#### What you have to do
Output the entries below exactly as written, omitting pictures.

#### Given records
▽

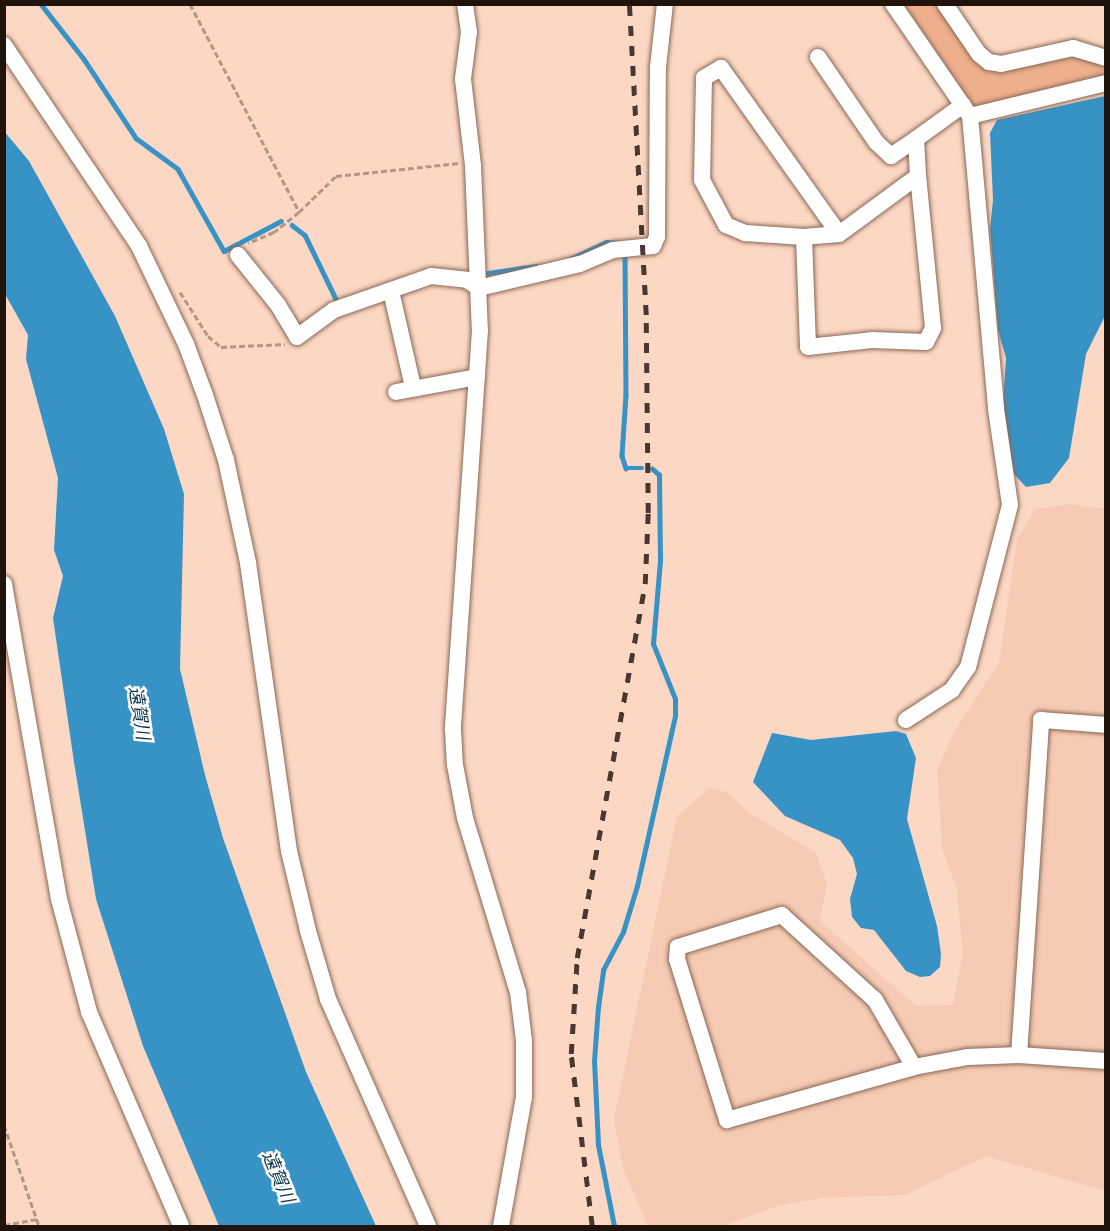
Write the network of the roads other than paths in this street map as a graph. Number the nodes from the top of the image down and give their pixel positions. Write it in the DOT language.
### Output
graph roads {
  1 [pos="465,4"];
  2 [pos="665,4"];
  3 [pos="893,4"];
  4 [pos="945,4"];
  5 [pos="4,45"];
  6 [pos="818,57"];
  7 [pos="1106,58"];
  8 [pos="1106,83"];
  9 [pos="967,111"];
  10 [pos="916,140"];
  11 [pos="918,176"];
  12 [pos="839,234"];
  13 [pos="804,237"];
  14 [pos="238,255"];
  15 [pos="479,279"];
  16 [pos="391,291"];
  17 [pos="477,377"];
  18 [pos="413,387"];
  19 [pos="396,392"];
  20 [pos="4,584"];
  21 [pos="906,720"];
  22 [pos="1106,725"];
  23 [pos="1019,1055"];
  24 [pos="1106,1060"];
  25 [pos="914,1067"];
  26 [pos="181,1227"];
  27 [pos="428,1227"];
  28 [pos="501,1227"];
  1 -- 15 [label="street"];
  2 -- 15 [label="street"];
  3 -- 9 [label="street"];
  4 -- 7 [label="street"];
  5 -- 27 [label="street"];
  6 -- 10 [label="street"];
  8 -- 9 [label="street"];
  9 -- 10 [label="street"];
  9 -- 21 [label="street"];
  10 -- 11 [label="street"];
  11 -- 12 [label="street"];
  11 -- 13 [label="street"];
  12 -- 13 [label="street"];
  12 -- 13 [label="street"];
  14 -- 16 [label="street"];
  15 -- 16 [label="street"];
  15 -- 17 [label="street"];
  16 -- 18 [label="street"];
  17 -- 18 [label="street"];
  17 -- 28 [label="street"];
  18 -- 19 [label="street"];
  20 -- 26 [label="street"];
  22 -- 23 [label="street"];
  23 -- 24 [label="street"];
  23 -- 25 [label="street"];
  25 -- 25 [label="street"];
}
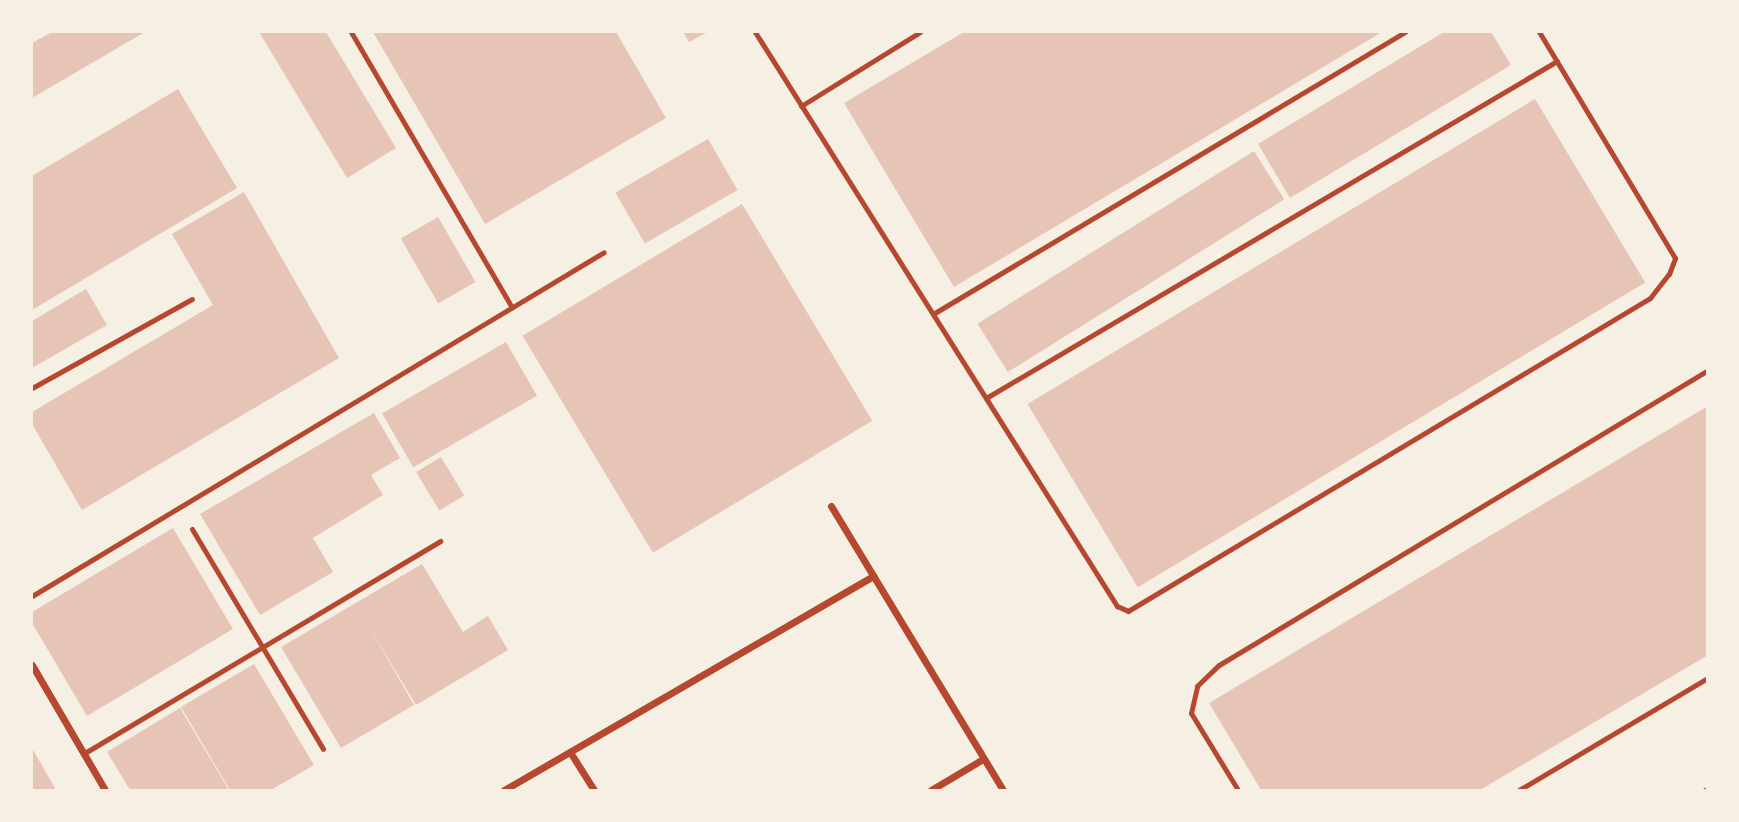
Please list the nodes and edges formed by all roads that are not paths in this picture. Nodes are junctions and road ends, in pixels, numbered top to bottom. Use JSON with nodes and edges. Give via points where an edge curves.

△

#### Task result
Write the network of the roads other than paths in this street map as a graph. Number the nodes from the top of the image down and give their pixel positions. Write it in the DOT language.
### Output
graph roads {
  1 [pos="465,4"];
  2 [pos="665,4"];
  3 [pos="893,4"];
  4 [pos="945,4"];
  5 [pos="4,45"];
  6 [pos="818,57"];
  7 [pos="1106,58"];
  8 [pos="1106,83"];
  9 [pos="967,111"];
  10 [pos="916,140"];
  11 [pos="918,176"];
  12 [pos="839,234"];
  13 [pos="804,237"];
  14 [pos="238,255"];
  15 [pos="479,279"];
  16 [pos="391,291"];
  17 [pos="477,377"];
  18 [pos="413,387"];
  19 [pos="396,392"];
  20 [pos="4,584"];
  21 [pos="906,720"];
  22 [pos="1106,725"];
  23 [pos="1019,1055"];
  24 [pos="1106,1060"];
  25 [pos="914,1067"];
  26 [pos="181,1227"];
  27 [pos="428,1227"];
  28 [pos="501,1227"];
  1 -- 15 [label="street"];
  2 -- 15 [label="street"];
  3 -- 9 [label="street"];
  4 -- 7 [label="street"];
  5 -- 27 [label="street"];
  6 -- 10 [label="street"];
  8 -- 9 [label="street"];
  9 -- 10 [label="street"];
  9 -- 21 [label="street"];
  10 -- 11 [label="street"];
  11 -- 12 [label="street"];
  11 -- 13 [label="street"];
  12 -- 13 [label="street"];
  12 -- 13 [label="street"];
  14 -- 16 [label="street"];
  15 -- 16 [label="street"];
  15 -- 17 [label="street"];
  16 -- 18 [label="street"];
  17 -- 18 [label="street"];
  17 -- 28 [label="street"];
  18 -- 19 [label="street"];
  20 -- 26 [label="street"];
  22 -- 23 [label="street"];
  23 -- 24 [label="street"];
  23 -- 25 [label="street"];
  25 -- 25 [label="street"];
}
Please list the nodes and edges formed by all roads that are not paths in this picture. Nodes are junctions and road ends, in pixels, numbered top to bottom. Use JSON with nodes and edges. Give via points where an edge curves.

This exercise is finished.